Required action: Whenever a line of the entries below holds the string "Left", copy that line and return it.

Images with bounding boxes
--*--
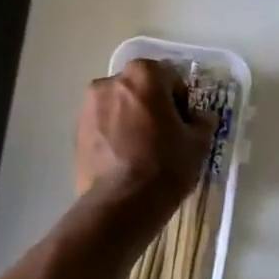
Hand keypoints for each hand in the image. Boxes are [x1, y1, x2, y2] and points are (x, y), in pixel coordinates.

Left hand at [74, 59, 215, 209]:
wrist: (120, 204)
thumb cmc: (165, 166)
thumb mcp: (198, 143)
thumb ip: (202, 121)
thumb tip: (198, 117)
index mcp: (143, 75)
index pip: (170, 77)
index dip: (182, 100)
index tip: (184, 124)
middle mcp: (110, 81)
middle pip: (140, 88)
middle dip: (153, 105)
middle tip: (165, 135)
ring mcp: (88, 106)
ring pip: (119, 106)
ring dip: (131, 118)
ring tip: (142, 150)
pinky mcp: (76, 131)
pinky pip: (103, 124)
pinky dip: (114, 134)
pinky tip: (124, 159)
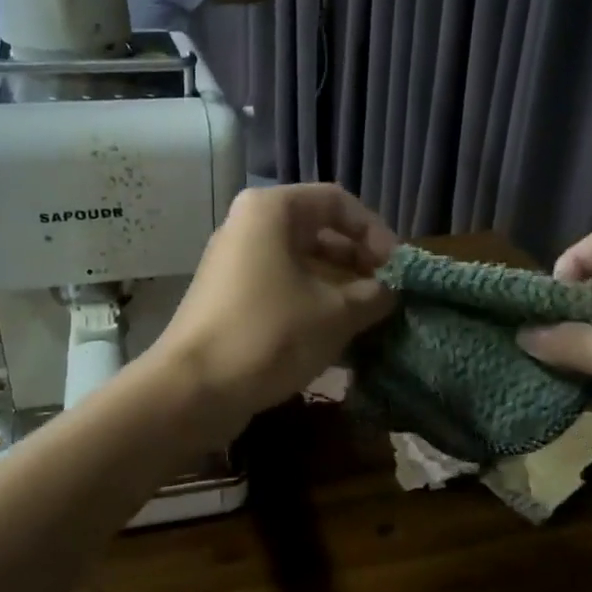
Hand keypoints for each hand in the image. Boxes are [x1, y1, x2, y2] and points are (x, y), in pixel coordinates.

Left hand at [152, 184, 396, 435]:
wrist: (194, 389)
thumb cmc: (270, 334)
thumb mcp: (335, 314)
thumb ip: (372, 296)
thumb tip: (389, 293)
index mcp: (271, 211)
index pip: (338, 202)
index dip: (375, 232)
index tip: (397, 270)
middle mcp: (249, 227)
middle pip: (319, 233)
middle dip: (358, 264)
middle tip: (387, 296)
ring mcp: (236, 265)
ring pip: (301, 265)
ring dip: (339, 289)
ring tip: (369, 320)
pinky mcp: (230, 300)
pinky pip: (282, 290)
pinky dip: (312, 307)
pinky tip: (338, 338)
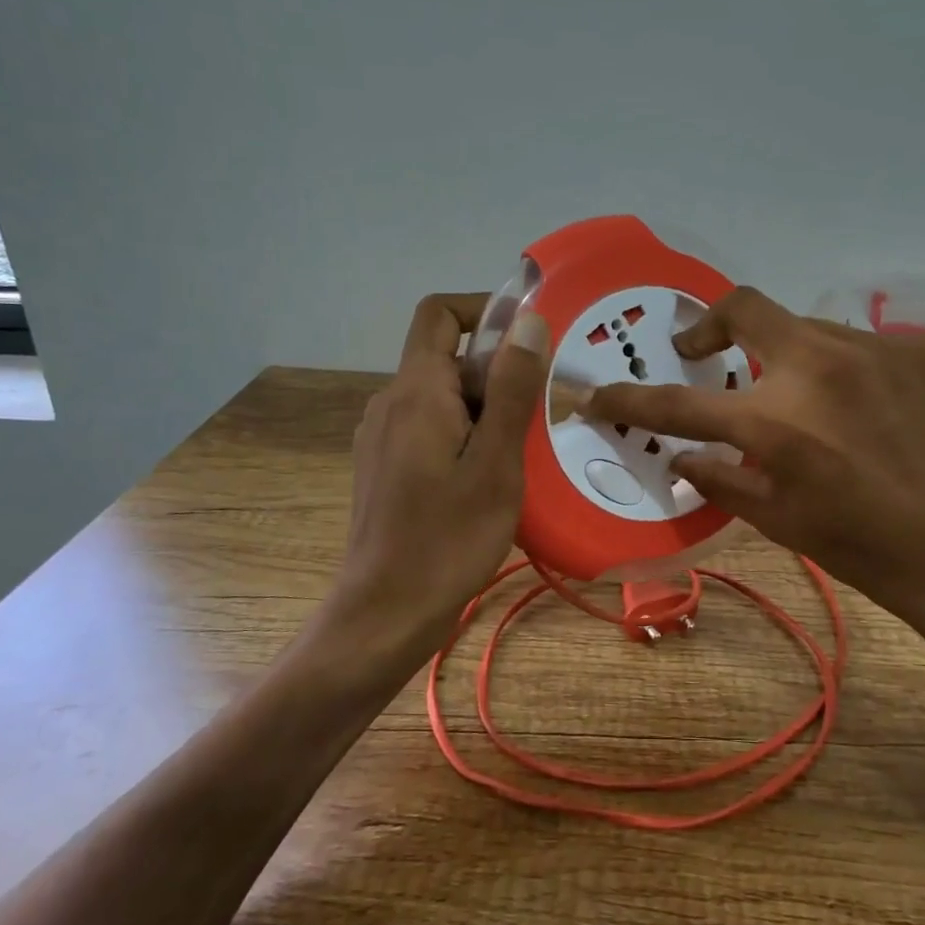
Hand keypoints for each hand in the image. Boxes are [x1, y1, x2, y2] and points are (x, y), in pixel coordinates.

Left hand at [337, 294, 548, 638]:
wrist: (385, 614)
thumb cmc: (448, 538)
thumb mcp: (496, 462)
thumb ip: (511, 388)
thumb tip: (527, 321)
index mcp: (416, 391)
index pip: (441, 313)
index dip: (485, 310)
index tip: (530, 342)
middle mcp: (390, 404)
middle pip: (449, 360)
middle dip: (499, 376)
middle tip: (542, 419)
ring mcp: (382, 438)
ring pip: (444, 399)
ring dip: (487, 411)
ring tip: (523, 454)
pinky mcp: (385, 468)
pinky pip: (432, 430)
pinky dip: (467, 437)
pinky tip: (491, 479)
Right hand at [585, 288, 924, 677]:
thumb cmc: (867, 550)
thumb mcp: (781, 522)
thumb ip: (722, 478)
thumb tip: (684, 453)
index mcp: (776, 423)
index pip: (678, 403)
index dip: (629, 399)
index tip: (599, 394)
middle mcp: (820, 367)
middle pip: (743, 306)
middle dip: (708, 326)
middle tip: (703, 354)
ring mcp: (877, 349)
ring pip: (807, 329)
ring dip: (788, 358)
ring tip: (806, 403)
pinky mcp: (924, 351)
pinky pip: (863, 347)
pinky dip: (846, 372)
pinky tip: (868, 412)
--*--
Response area:
Left hand at [74, 59, 215, 209]:
Left hand at [152, 184, 396, 435]:
Left hand at [337, 294, 548, 638]:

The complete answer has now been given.